BY ALEX Y. VERGARA
Aneurysm, cancer, going blind, witnessing the family home razed to the ground. Name it, Margie has experienced it. Yet, instead of losing their faith in God, she and husband, Chet, have completely surrendered themselves to Him. Come what may. Thy will be done.
As businessman Chet Espino sees it, his and wife Margie Quimpo-Espino’s love for each other has been further deepened by their shared Christian faith, where one virtue can’t exist without the other. Although the foundation of their 32-year marriage has always been strong, the indisputable bond between love and faith didn’t happen overnight. And that connection continues to be forged and strengthened to this day as the Espinos make one final stand whose outcome will be known even before the year is over.

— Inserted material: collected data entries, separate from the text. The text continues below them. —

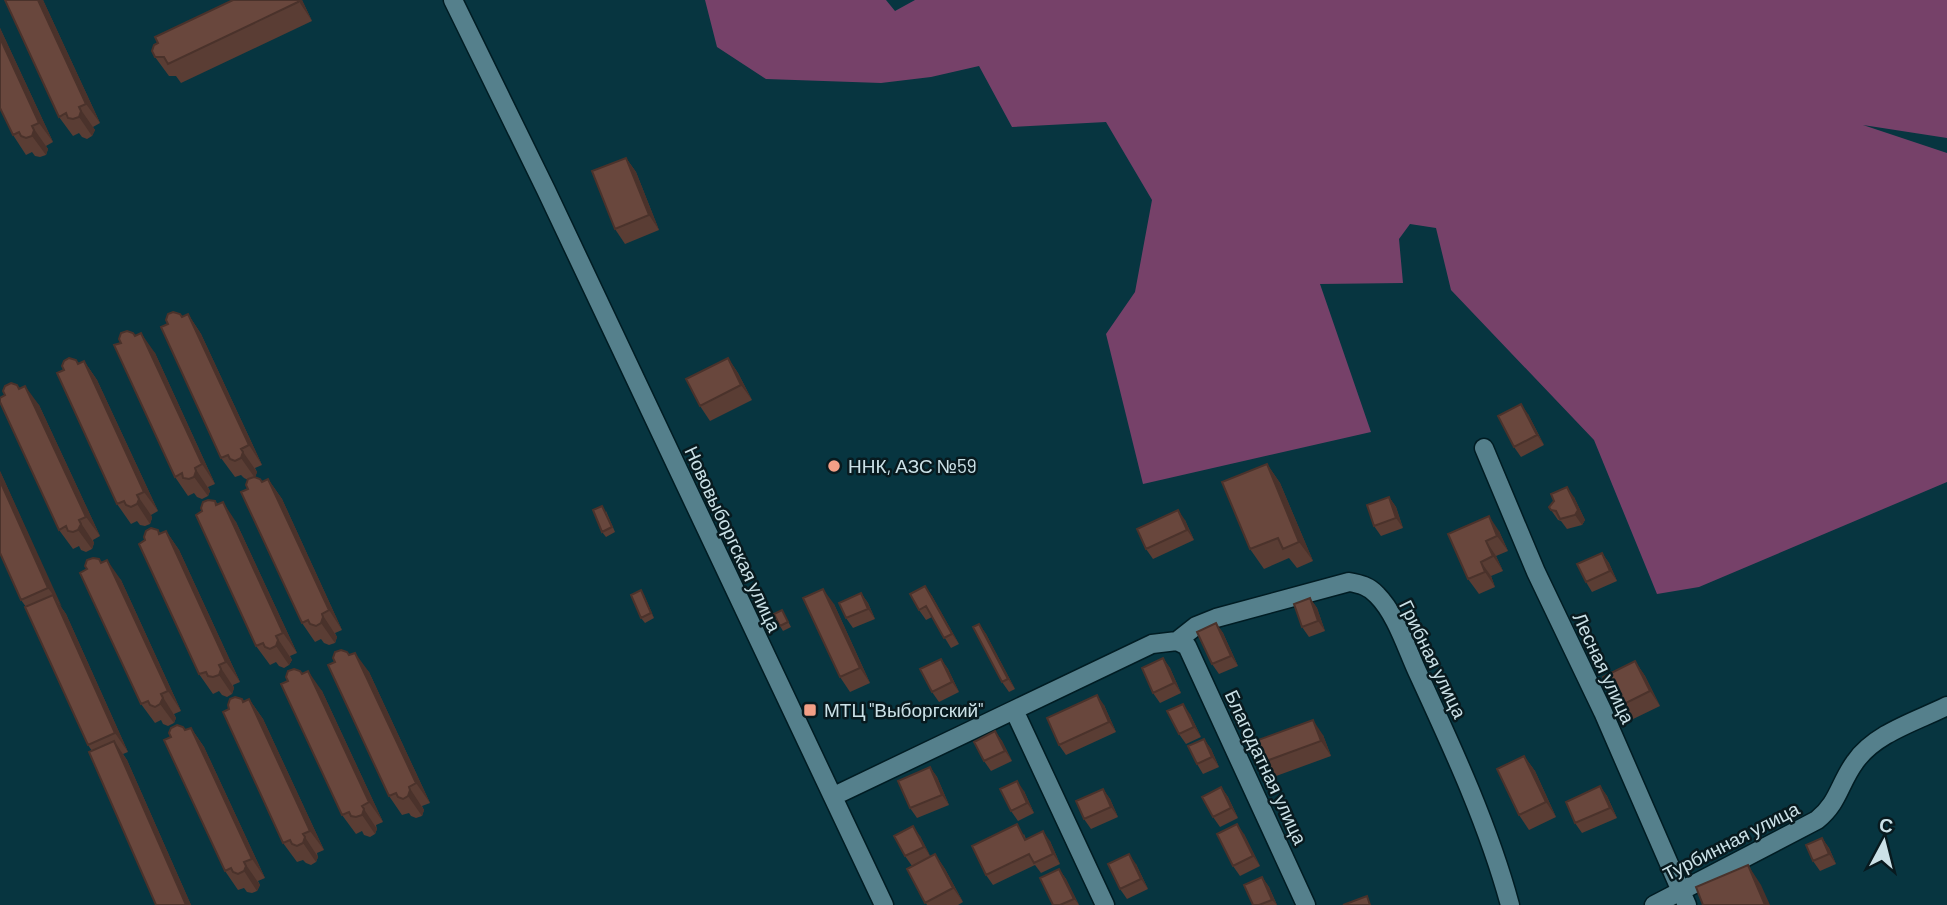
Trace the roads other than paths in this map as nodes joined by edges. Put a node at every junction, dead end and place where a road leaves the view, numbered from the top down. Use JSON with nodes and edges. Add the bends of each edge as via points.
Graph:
{"nodes":[{"id":1,"x":453,"y":0,"type":"edge"},
{"id":2,"x":1484,"y":448,"type":"dead end"},
{"id":3,"x":1182,"y":643,"type":"junction"},
{"id":4,"x":1947,"y":706,"type":"edge"},
{"id":5,"x":1014,"y":710,"type":"junction"},
{"id":6,"x":834,"y":796,"type":"junction"},
{"id":7,"x":1684,"y":898,"type":"edge"},
{"id":8,"x":884,"y":905,"type":"edge"},
{"id":9,"x":1105,"y":905,"type":"edge"},
{"id":10,"x":1306,"y":905,"type":"edge"},
{"id":11,"x":1510,"y":905,"type":"edge"},
{"id":12,"x":1654,"y":905,"type":"edge"}],
"edges":[{"from":1,"to":6,"type":"street","name":"Нововыборгская улица"},
{"from":2,"to":7,"type":"street","name":"Лесная улица"},
{"from":3,"to":5,"type":"street","via":[[1153,644]]},
{"from":3,"to":10,"type":"street","name":"Благодатная улица"},
{"from":3,"to":11,"type":"street","name":"Грибная улица","via":[[1196,626],[1244,608],[1349,582],[1377,594],[1464,772],[1498,858]]},
{"from":4,"to":7,"type":"street","name":"Турбинная улица","via":[[1882,738],[1857,759],[1832,808],[1817,820]]},
{"from":5,"to":6,"type":"street"},
{"from":5,"to":9,"type":"street"},
{"from":6,"to":8,"type":"street","name":"Нововыборгская улица"},
{"from":7,"to":12,"type":"street","name":"Турбинная улица"}]}
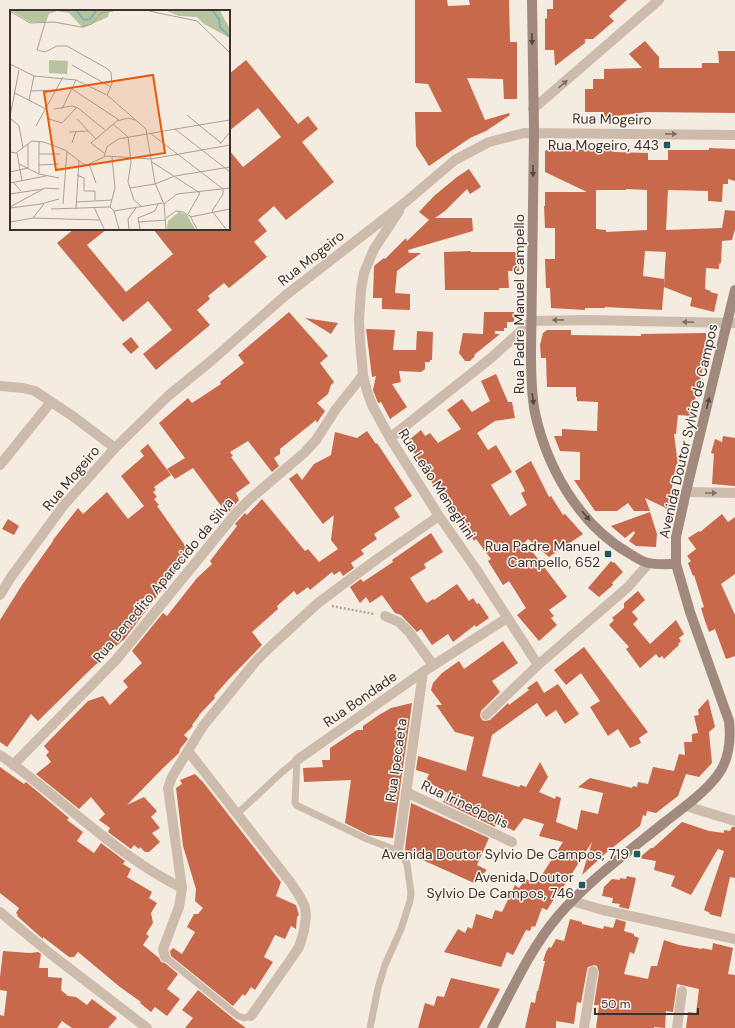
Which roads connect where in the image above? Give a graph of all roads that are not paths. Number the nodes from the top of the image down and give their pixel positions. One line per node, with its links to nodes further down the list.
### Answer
1 (532, 0): 3 (main road, Rua Padre Manuel Campello, one-way to 3)
2 (659, 0): 3 (street, one-way to 2)
3 (533, 109): 4 (main road, Rua Padre Manuel Campello)
4 (534, 132): 5 (street, Rua Mogeiro, one-way to 5); 6 (street, Rua Mogeiro); 8 (main road, Rua Padre Manuel Campello, one-way to 8)
5 (735, 134)
6 (402, 205): 10 (street, Rua Leão Meneghini); 14 (street, Rua Mogeiro)
7 (735, 290): 9 (main road, Avenida Doutor Sylvio de Campos)
8 (532, 321): 9 (street, one-way to 8); 13 (street); 19 (main road, Rua Padre Manuel Campello, one-way to 19)
9 (731, 322): 16 (main road, Avenida Doutor Sylvio de Campos, one-way to 9)
10 (362, 374): 13 (street, Rua Leão Meneghini); 32 (street, Rua Benedito Aparecido da Silva)
11 (0, 386): 12 (street)
12 (51, 402): 14 (street); 15 (street)
13 (390, 438): 18 (street, Rua Leão Meneghini)
14 (115, 448): 21 (street, Rua Mogeiro)
15 (0, 465)
16 (686, 492): 17 (street, one-way to 17); 20 (main road, Avenida Doutor Sylvio de Campos)
17 (735, 493)
18 (439, 516): 23 (street, Rua Leão Meneghini); 29 (street)
19 (649, 563): 20 (main road); 25 (street)
20 (676, 564): 28 (main road, Avenida Doutor Sylvio de Campos)
21 (0, 595)
22 (384, 616): 24 (street)
23 (508, 618): 24 (street, Rua Bondade); 25 (street, Rua Leão Meneghini)
24 (433, 665): 26 (street, Rua Bondade)
25 (538, 665): 27 (street)
26 (423, 672): 31 (street, Rua Bondade); 33 (street, Rua Ipecaeta)
27 (486, 715)
28 (732, 721): 34 (main road, Avenida Doutor Sylvio de Campos)
29 (188, 751): 35 (street); 39 (street)
30 (0, 756): 32 (street)
31 (297, 760): 35 (lane, Rua Bondade); 38 (lane)
32 (13, 765): 39 (street)
33 (406, 792): 37 (street, Rua Irineópolis); 38 (street, Rua Ipecaeta)
34 (686, 806): 36 (street); 40 (main road, Avenida Doutor Sylvio de Campos)
35 (236, 814): 46 (street)
36 (735, 821)
37 (512, 842)
38 (398, 851): 48 (lane)
39 (182, 888): 43 (street)
40 (572, 901): 42 (street); 49 (main road, Avenida Doutor Sylvio de Campos)
41 (0, 912): 47 (street)
42 (735, 939)
43 (165, 957): 46 (lane)
44 (593, 971): 50 (street)
45 (682, 992): 51 (street)
46 (251, 1016)
47 (147, 1028)
48 (370, 1028)
49 (492, 1028)
50 (584, 1028)
51 (677, 1028)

“When I was much younger, I prayed to God to be able to meet a man who goes to church regularly, especially on Sundays,” Margie starts off. “Ganoon lang ka-simple. (It was that simple.) Aba, I was already going on dates with my seventh boyfriend, and I still hadn’t found that man. That was until I met Chet.”
Or so she thought. Chet, who also grew up in a Catholic home, didn’t take his faith seriously. The two met as young reporters for the same newspaper in the late ’80s. In his desire to impress Margie during the initial stages of their courtship, Chet found himself one Christmas season driving from their home in Las Piñas all the way to Quezon City to pick up Margie to go to simbang gabi (dawn masses).
“She invited me to hear Mass with her,” he says, smiling. “If I said yes, that would mean doing it every day for nine consecutive days. Pero, sige! (But okay, go!) I faked it. In the end, it was God who ended up ‘faking’ me. Shortly after, I started going regularly to Sunday Mass.”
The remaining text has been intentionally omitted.